What is Multi-Club Ownership? Regulations, Trends and Challenges

What is Multi-Club Ownership? Regulations, Trends and Challenges

Image: “Etihad Stadium, Manchester City Football Club (Ank Kumar, Infosys) 16” by Ank Kumar, originally uploaded to Wikimedia Commons; licensed under Creative Commons Attribution-Share Alike 4.0 International (CC BY-SA 4.0).

Through the revolving doors of football business we encounter a lot of different acronyms and phrases that can be complex to work through.

One day, it’s PSR, SCR, and Anchoring, the next it’s the 50+1 rule and the types of shares football clubs list on the New York Stock Exchange.

Today, we’ve been presented with Multi-Club Ownership (MCO). 

This is defined by UEFA as “a situation where a party exerts control and/or decisive influence over more than one club,” and falls under the umbrella of multi-club investment, where the party/shareholder has investment in more than one club, but may not have the same control or influence in its activities as in an MCO group.
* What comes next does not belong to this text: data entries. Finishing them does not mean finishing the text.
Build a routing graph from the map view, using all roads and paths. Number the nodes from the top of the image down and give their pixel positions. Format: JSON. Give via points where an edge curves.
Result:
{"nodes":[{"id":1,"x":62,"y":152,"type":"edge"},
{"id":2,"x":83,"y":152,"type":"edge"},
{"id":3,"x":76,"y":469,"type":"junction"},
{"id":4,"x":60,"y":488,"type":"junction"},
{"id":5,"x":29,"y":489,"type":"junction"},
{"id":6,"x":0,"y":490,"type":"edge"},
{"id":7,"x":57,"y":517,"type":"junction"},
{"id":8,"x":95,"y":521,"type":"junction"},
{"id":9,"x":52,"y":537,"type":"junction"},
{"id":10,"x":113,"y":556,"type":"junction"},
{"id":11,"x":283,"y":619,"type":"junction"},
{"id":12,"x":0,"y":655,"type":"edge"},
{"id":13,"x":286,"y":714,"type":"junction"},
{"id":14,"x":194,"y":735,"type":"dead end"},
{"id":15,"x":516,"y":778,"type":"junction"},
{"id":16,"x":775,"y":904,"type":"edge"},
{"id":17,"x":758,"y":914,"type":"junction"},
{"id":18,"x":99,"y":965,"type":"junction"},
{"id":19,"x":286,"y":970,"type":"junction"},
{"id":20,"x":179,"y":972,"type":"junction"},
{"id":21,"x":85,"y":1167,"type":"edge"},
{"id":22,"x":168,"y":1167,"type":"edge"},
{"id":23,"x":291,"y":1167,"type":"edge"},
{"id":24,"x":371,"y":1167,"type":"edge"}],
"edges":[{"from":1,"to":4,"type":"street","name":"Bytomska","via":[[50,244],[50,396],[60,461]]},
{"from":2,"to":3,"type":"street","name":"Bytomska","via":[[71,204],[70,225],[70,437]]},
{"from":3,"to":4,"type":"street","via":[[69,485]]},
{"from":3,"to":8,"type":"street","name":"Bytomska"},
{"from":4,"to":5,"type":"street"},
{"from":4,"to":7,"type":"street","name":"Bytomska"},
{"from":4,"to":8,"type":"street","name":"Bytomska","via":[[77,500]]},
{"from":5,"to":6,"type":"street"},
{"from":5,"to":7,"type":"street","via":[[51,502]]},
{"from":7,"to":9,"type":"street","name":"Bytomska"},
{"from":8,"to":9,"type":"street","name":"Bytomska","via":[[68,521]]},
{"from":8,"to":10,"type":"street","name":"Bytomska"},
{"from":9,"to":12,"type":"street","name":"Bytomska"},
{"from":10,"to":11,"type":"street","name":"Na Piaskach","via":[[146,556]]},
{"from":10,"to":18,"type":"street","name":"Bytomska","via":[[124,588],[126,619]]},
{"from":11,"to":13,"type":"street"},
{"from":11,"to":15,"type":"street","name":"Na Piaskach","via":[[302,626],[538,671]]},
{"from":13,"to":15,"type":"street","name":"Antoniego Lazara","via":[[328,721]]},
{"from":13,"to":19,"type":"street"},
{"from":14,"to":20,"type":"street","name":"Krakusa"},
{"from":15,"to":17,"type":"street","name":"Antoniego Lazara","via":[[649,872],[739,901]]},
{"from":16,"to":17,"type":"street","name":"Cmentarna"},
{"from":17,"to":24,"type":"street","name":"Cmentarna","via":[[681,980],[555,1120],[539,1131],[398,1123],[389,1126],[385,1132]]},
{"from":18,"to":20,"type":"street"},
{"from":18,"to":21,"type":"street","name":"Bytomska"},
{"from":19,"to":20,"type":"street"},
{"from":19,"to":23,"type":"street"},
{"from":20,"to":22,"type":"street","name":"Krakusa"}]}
Both are fast-growing trends in modern football. As of 2022, there were around 82 top-division European clubs that were part of a multi-club investment structure encompassing over 6,500 players, according to a UEFA benchmarking report

Worldwide, the figure rose to over 180 clubs, marking an approximate 400% increase from ten years earlier in 2012.

The same report stated that a third of the 82 included American investors, making the USA the most prevalent country of origin for the shareholders that are part of a multi-club structure.
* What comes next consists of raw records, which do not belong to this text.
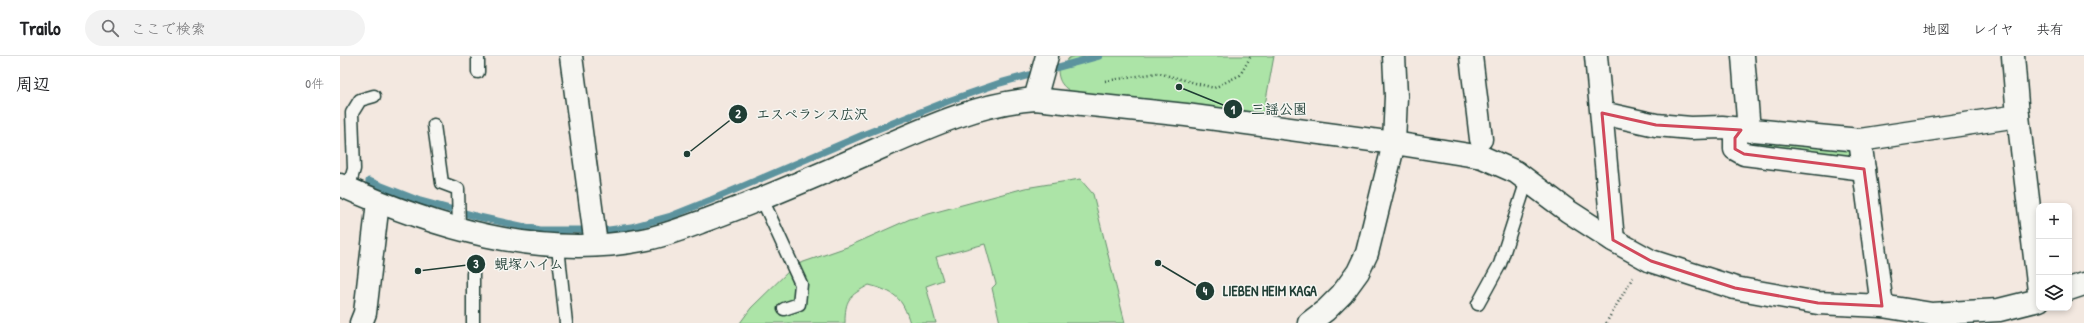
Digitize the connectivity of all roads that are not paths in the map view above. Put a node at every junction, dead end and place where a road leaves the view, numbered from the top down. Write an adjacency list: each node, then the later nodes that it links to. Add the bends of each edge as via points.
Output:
1 (478, 56): 8 (lane)
2 (571, 56): 24 (street)
3 (1394, 56): 17 (street)
4 (1471, 56): 15 (street)
5 (1596, 56): 11 (street)
6 (1743, 56): 14 (street)
7 (2013, 56): 12 (street)
8 (478, 72)
9 (1042, 76): 17 (street, via 1186,115); 21 (street, via 1015,100 981,108 932,125)
10 (374, 96): 20 (lane, via 360,100 352,113 354,169)
11 (1602, 113): 14 (street, via 1656,125); 25 (street)
12 (2018, 116): 16 (street); 28 (street)
13 (434, 125): 23 (lane, via 442,183 458,189)
14 (1745, 130): 16 (street); 18 (street, via 1735,138 1735,149 1744,154)
15 (1482, 139)
16 (1860, 140): 18 (street)
17 (1394, 143): 19 (street, via 1482,157 1516,172); 38 (street, via 1367,253 1358,272 1342,294)
18 (1864, 169): 33 (street)
19 (1527, 180): 25 (street); 32 (lane, via 1500,264)
20 (344, 187): 22 (street)
21 (762, 199): 24 (street, via 682,229 642,240); 34 (lane, via 801,284 799,304)
22 (378, 202): 23 (street); 35 (street, via 365,313)
23 (459, 224): 26 (street, via 488,237)
24 (595, 234): 26 (street)
25 (1613, 240): 33 (street, via 1644,257 1735,288 1818,302)
26 (558, 246): 37 (lane)
27 (473, 273): 36 (lane)
28 (2037, 275)
29 (2084, 284): 30 (street)
30 (2072, 289)
31 (2036, 301): 33 (street, via 1999,310 1932,314)
32 (1478, 304)
33 (1882, 306)
34 (784, 309)
35 (360, 323)
36 (473, 323)
37 (566, 323)
38 (1309, 323)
To fully understand the modern football business landscape, it is vital to understand multi-club ownership, and this article will investigate the history, regulations, and reasons why MCOs are becoming more popular, as well as the criticisms and expected future trends.

What are the Regulations Surrounding MCOs? A Brief History 

In the 1990s, Italian agriculture company Parmalat became a pioneer in the world of MCOs as they became majority shareholders in Serie A club Parma AC, while also taking over football operations of Brazilian giant Palmeiras.

Momentum then picked up, and in the late 1990s, English investment company ENIC acquired shares in football clubs around Europe including Tottenham Hotspur, Rangers, AEK Athens and FC Basel.

This led to UEFA introducing regulations that prohibited clubs competing in UEFA competitions from being able to “hold or deal in the securities or shares of any other club participating in a UEFA club competition,” according to Article 5 of UEFA’s regulations of the UEFA Champions League.

The rules also prohibit clubs from being involved in the management, administration, or sporting performance of any other club participating in a UEFA club competition, a rule mirrored by FIFA in Article 10 of their 2025 FIFA Club World Cup Regulations.

Regulations in the Premier League outline more of the same, stating: “No Person may either directly or indirectly be involved in or have any power to determine or influence the management or administration of more than one Club.”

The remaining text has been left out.